[Dataset entries]
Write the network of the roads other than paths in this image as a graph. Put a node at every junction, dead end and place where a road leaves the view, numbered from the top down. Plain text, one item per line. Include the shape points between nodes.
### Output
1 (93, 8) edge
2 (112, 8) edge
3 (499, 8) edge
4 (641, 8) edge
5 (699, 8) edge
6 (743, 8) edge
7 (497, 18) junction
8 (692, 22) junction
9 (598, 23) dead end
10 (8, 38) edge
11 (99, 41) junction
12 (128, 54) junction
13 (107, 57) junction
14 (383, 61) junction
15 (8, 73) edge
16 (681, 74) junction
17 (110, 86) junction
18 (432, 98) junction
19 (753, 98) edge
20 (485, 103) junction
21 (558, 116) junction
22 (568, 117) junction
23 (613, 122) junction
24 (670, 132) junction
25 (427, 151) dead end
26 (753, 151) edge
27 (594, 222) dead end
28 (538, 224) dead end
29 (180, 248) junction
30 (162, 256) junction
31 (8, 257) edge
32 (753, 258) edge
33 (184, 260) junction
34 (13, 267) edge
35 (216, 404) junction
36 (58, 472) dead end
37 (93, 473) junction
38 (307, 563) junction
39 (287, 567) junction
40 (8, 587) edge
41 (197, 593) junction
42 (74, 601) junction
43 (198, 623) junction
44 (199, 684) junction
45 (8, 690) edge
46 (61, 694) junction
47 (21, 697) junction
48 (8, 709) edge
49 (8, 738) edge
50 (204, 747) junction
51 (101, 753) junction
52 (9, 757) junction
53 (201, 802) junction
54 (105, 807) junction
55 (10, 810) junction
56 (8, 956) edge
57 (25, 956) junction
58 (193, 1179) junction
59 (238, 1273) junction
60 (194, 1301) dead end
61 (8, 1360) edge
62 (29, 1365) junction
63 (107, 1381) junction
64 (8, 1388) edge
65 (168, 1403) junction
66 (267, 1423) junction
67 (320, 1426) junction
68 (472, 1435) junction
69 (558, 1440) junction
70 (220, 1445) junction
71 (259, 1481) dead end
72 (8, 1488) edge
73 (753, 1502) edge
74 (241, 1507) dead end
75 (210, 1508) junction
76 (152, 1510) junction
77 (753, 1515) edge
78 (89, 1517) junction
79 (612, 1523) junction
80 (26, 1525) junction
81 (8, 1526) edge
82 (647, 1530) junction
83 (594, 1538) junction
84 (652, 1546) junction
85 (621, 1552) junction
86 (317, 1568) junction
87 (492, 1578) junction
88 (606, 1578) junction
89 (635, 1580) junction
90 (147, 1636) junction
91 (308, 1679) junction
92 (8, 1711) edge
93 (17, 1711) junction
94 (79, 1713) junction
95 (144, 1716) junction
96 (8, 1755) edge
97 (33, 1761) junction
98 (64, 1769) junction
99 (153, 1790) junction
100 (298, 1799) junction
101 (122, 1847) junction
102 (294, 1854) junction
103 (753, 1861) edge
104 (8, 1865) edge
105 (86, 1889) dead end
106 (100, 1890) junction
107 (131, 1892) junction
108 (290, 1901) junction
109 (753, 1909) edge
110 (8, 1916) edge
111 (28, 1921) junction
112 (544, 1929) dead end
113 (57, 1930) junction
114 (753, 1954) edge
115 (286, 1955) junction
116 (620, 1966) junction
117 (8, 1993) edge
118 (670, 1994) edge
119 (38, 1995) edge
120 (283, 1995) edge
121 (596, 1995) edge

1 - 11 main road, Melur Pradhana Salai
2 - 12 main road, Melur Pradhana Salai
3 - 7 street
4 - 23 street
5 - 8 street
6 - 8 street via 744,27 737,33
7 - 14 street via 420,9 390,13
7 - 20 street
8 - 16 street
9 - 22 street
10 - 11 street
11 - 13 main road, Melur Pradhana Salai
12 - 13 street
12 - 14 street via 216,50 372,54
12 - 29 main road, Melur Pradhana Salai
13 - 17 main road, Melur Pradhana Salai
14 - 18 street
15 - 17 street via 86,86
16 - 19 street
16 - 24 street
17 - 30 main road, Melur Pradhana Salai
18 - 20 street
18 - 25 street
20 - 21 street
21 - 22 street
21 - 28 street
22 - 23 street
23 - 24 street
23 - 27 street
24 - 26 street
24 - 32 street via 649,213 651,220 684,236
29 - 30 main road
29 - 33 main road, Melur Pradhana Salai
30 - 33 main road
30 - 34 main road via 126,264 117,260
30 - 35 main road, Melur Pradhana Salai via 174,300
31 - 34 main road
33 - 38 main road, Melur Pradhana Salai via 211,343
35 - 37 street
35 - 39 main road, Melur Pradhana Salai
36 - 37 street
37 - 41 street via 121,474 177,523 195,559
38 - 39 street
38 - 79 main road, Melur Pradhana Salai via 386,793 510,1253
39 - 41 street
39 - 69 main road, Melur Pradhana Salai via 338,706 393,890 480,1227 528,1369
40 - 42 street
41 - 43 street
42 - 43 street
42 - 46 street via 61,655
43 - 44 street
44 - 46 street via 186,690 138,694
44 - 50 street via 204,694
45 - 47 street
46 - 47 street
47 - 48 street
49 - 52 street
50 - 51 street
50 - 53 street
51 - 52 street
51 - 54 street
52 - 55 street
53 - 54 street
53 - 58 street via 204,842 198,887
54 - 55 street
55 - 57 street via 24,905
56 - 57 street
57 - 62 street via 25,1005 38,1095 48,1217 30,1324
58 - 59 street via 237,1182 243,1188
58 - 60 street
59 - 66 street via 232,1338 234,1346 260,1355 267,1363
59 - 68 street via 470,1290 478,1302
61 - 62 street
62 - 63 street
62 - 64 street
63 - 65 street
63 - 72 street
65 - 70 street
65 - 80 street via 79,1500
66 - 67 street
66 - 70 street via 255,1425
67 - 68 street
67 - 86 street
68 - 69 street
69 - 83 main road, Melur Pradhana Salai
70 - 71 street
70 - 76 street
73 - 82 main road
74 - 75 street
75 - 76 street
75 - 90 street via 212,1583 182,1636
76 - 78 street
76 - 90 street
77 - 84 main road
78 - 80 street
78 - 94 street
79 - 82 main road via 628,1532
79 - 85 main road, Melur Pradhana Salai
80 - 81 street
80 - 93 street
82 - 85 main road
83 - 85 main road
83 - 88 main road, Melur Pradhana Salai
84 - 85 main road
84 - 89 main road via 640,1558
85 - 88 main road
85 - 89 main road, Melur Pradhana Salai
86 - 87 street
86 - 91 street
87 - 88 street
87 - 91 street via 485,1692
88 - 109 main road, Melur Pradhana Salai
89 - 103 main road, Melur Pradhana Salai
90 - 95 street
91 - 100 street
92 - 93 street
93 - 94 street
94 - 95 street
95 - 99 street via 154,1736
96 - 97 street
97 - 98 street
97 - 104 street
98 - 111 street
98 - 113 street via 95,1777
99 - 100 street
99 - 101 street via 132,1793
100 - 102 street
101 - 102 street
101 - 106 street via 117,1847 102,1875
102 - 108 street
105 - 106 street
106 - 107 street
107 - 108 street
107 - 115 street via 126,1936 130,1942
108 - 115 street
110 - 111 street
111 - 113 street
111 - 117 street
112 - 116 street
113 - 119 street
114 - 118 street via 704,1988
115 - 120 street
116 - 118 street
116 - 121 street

- INSTRUCTIONS FOR THE TASK
Every record, copied exactly, is the expected answer.

- PROBLEM SOLUTION
Write the network of the roads other than paths in this image as a graph. Put a node at every junction, dead end and place where a road leaves the view, numbered from the top down. Plain text, one item per line. Include the shape points between nodes.
### Output
1 (93, 8) edge
2 (112, 8) edge
3 (499, 8) edge
4 (641, 8) edge
5 (699, 8) edge
6 (743, 8) edge
7 (497, 18) junction
8 (692, 22) junction
9 (598, 23) dead end
10 (8, 38) edge
11 (99, 41) junction
12 (128, 54) junction
13 (107, 57) junction
14 (383, 61) junction
15 (8, 73) edge
16 (681, 74) junction
17 (110, 86) junction
18 (432, 98) junction
19 (753, 98) edge
20 (485, 103) junction
21 (558, 116) junction
22 (568, 117) junction
23 (613, 122) junction
24 (670, 132) junction
25 (427, 151) dead end
26 (753, 151) edge
27 (594, 222) dead end
28 (538, 224) dead end
29 (180, 248) junction
30 (162, 256) junction
31 (8, 257) edge
32 (753, 258) edge
33 (184, 260) junction
34 (13, 267) edge
35 (216, 404) junction
36 (58, 472) dead end
37 (93, 473) junction
38 (307, 563) junction
39 (287, 567) junction
40 (8, 587) edge
41 (197, 593) junction
42 (74, 601) junction
43 (198, 623) junction
44 (199, 684) junction
45 (8, 690) edge
46 (61, 694) junction
47 (21, 697) junction
48 (8, 709) edge
49 (8, 738) edge
50 (204, 747) junction
51 (101, 753) junction
52 (9, 757) junction
53 (201, 802) junction
54 (105, 807) junction
55 (10, 810) junction
56 (8, 956) edge
57 (25, 956) junction
58 (193, 1179) junction
59 (238, 1273) junction
60 (194, 1301) dead end
61 (8, 1360) edge
62 (29, 1365) junction
63 (107, 1381) junction
64 (8, 1388) edge
65 (168, 1403) junction
66 (267, 1423) junction
67 (320, 1426) junction
68 (472, 1435) junction
69 (558, 1440) junction
70 (220, 1445) junction
71 (259, 1481) dead end
72 (8, 1488) edge
73 (753, 1502) edge
74 (241, 1507) dead end
75 (210, 1508) junction
76 (152, 1510) junction
77 (753, 1515) edge
78 (89, 1517) junction
79 (612, 1523) junction
80 (26, 1525) junction
81 (8, 1526) edge
82 (647, 1530) junction
83 (594, 1538) junction
84 (652, 1546) junction
85 (621, 1552) junction
86 (317, 1568) junction
87 (492, 1578) junction
88 (606, 1578) junction
89 (635, 1580) junction
90 (147, 1636) junction
91 (308, 1679) junction
92 (8, 1711) edge
93 (17, 1711) junction
94 (79, 1713) junction
95 (144, 1716) junction
96 (8, 1755) edge
97 (33, 1761) junction
98 (64, 1769) junction
99 (153, 1790) junction
100 (298, 1799) junction
101 (122, 1847) junction
102 (294, 1854) junction
103 (753, 1861) edge
104 (8, 1865) edge
105 (86, 1889) dead end
106 (100, 1890) junction
107 (131, 1892) junction
108 (290, 1901) junction
109 (753, 1909) edge
110 (8, 1916) edge
111 (28, 1921) junction
112 (544, 1929) dead end
113 (57, 1930) junction
114 (753, 1954) edge
115 (286, 1955) junction
116 (620, 1966) junction
117 (8, 1993) edge
118 (670, 1994) edge
119 (38, 1995) edge
120 (283, 1995) edge
121 (596, 1995) edge

1 - 11 main road, Melur Pradhana Salai
2 - 12 main road, Melur Pradhana Salai
3 - 7 street
4 - 23 street
5 - 8 street
6 - 8 street via 744,27 737,33
7 - 14 street via 420,9 390,13
7 - 20 street
8 - 16 street
9 - 22 street
10 - 11 street
11 - 13 main road, Melur Pradhana Salai
12 - 13 street
12 - 14 street via 216,50 372,54
12 - 29 main road, Melur Pradhana Salai
13 - 17 main road, Melur Pradhana Salai
14 - 18 street
15 - 17 street via 86,86
16 - 19 street
16 - 24 street
17 - 30 main road, Melur Pradhana Salai
18 - 20 street
18 - 25 street
20 - 21 street
21 - 22 street
21 - 28 street
22 - 23 street
23 - 24 street
23 - 27 street
24 - 26 street
24 - 32 street via 649,213 651,220 684,236
29 - 30 main road
29 - 33 main road, Melur Pradhana Salai
30 - 33 main road
30 - 34 main road via 126,264 117,260
30 - 35 main road, Melur Pradhana Salai via 174,300
31 - 34 main road
33 - 38 main road, Melur Pradhana Salai via 211,343
35 - 37 street
35 - 39 main road, Melur Pradhana Salai
36 - 37 street
37 - 41 street via 121,474 177,523 195,559
38 - 39 street
38 - 79 main road, Melur Pradhana Salai via 386,793 510,1253
39 - 41 street
39 - 69 main road, Melur Pradhana Salai via 338,706 393,890 480,1227 528,1369
40 - 42 street
41 - 43 street
42 - 43 street
42 - 46 street via 61,655
43 - 44 street
44 - 46 street via 186,690 138,694
44 - 50 street via 204,694
45 - 47 street
46 - 47 street
47 - 48 street
49 - 52 street
50 - 51 street
50 - 53 street
51 - 52 street
51 - 54 street
52 - 55 street
53 - 54 street
53 - 58 street via 204,842 198,887
54 - 55 street
55 - 57 street via 24,905
56 - 57 street
57 - 62 street via 25,1005 38,1095 48,1217 30,1324
58 - 59 street via 237,1182 243,1188
58 - 60 street
59 - 66 street via 232,1338 234,1346 260,1355 267,1363
59 - 68 street via 470,1290 478,1302
61 - 62 street
62 - 63 street
62 - 64 street
63 - 65 street
63 - 72 street
65 - 70 street
65 - 80 street via 79,1500
66 - 67 street
66 - 70 street via 255,1425
67 - 68 street
67 - 86 street
68 - 69 street
69 - 83 main road, Melur Pradhana Salai
70 - 71 street
70 - 76 street
73 - 82 main road
74 - 75 street
75 - 76 street
75 - 90 street via 212,1583 182,1636
76 - 78 street
76 - 90 street
77 - 84 main road
78 - 80 street
78 - 94 street
79 - 82 main road via 628,1532
79 - 85 main road, Melur Pradhana Salai
80 - 81 street
80 - 93 street
82 - 85 main road
83 - 85 main road
83 - 88 main road, Melur Pradhana Salai
84 - 85 main road
84 - 89 main road via 640,1558
85 - 88 main road
85 - 89 main road, Melur Pradhana Salai
86 - 87 street
86 - 91 street
87 - 88 street
87 - 91 street via 485,1692
88 - 109 main road, Melur Pradhana Salai
89 - 103 main road, Melur Pradhana Salai
90 - 95 street
91 - 100 street
92 - 93 street
93 - 94 street
94 - 95 street
95 - 99 street via 154,1736
96 - 97 street
97 - 98 street
97 - 104 street
98 - 111 street
98 - 113 street via 95,1777
99 - 100 street
99 - 101 street via 132,1793
100 - 102 street
101 - 102 street
101 - 106 street via 117,1847 102,1875
102 - 108 street
105 - 106 street
106 - 107 street
107 - 108 street
107 - 115 street via 126,1936 130,1942
108 - 115 street
110 - 111 street
111 - 113 street
111 - 117 street
112 - 116 street
113 - 119 street
114 - 118 street via 704,1988
115 - 120 street
116 - 118 street
116 - 121 street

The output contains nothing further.